*Work to complete*: The listing, minus its pictures, is to be given again exactly.

*Record set*:
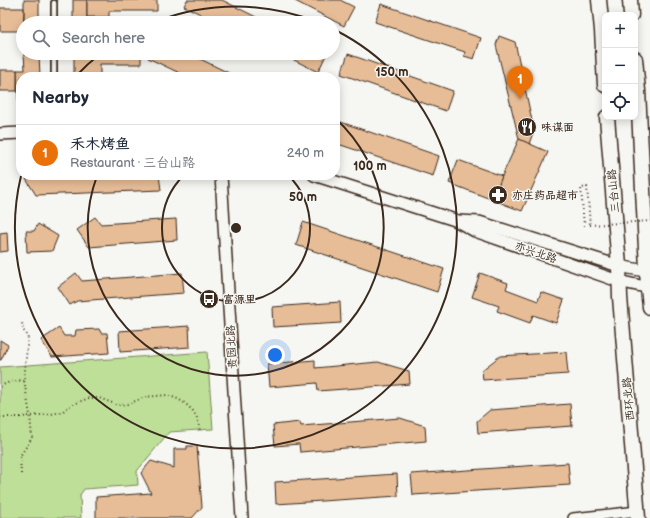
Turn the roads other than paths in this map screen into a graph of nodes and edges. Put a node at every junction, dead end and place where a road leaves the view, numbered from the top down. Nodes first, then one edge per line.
1 (599, 0) edge
2 (630, 0) edge
3 (54, 3) dead end
4 (631, 12) edge
5 (54, 16) edge
6 (54, 60) edge
7 (54, 72) edge
8 (605, 84) edge
9 (637, 84) edge
10 (607, 120) edge
11 (16, 133) edge
12 (0, 134) edge
13 (221, 180) edge
14 (330, 180) edge
15 (455, 220) junction
16 (619, 266) junction
17 (649, 271) edge
18 (618, 281) junction
19 (649, 288) edge
20 (650, 307) edge
21 (638, 514) edge
22 (242, 518) edge
23 (573, 518) edge

1 - 8 main road
2 - 4 main road
3 - 5 lane
6 - 7 lane
9 - 17 main road
10 - 16 main road, 三台山路
11 - 12 street
13 - 22 street, 贵园北路
14 - 15 street, 亦兴北路
15 - 16 street, 亦兴北路
15 - 18 street, 亦兴北路
16 - 17 street, 亦兴北路
16 - 18 main road, 三台山路
17 - 19 main road
18 - 19 street, 亦兴北路
18 - 21 main road, 西环北路
19 - 20 main road
21 - 23 street

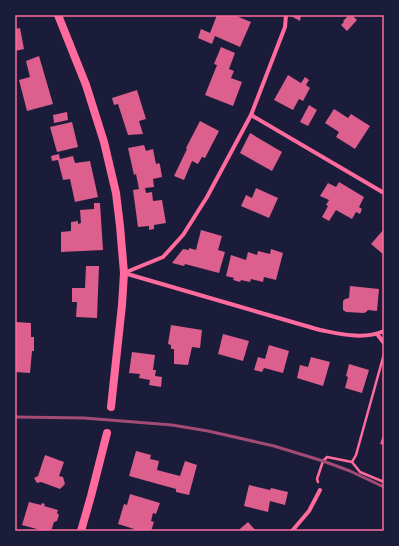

*Answer below*:
Turn the roads other than paths in this map screen into a graph of nodes and edges. Put a node at every junction, dead end and place where a road leaves the view, numbered from the top down. Nodes first, then one edge per line.
1 (599, 0) edge
2 (630, 0) edge
3 (54, 3) dead end
4 (631, 12) edge
5 (54, 16) edge
6 (54, 60) edge
7 (54, 72) edge
8 (605, 84) edge
9 (637, 84) edge
10 (607, 120) edge
11 (16, 133) edge
12 (0, 134) edge
13 (221, 180) edge
14 (330, 180) edge
15 (455, 220) junction
16 (619, 266) junction
17 (649, 271) edge
18 (618, 281) junction
19 (649, 288) edge
20 (650, 307) edge
21 (638, 514) edge
22 (242, 518) edge
23 (573, 518) edge

1 - 8 main road
2 - 4 main road
3 - 5 lane
6 - 7 lane
9 - 17 main road
10 - 16 main road, 三台山路
11 - 12 street
13 - 22 street, 贵园北路
14 - 15 street, 亦兴北路
15 - 16 street, 亦兴北路
15 - 18 street, 亦兴北路
16 - 17 street, 亦兴北路
16 - 18 main road, 三台山路
17 - 19 main road
18 - 19 street, 亦兴北路
18 - 21 main road, 西环北路
19 - 20 main road
21 - 23 street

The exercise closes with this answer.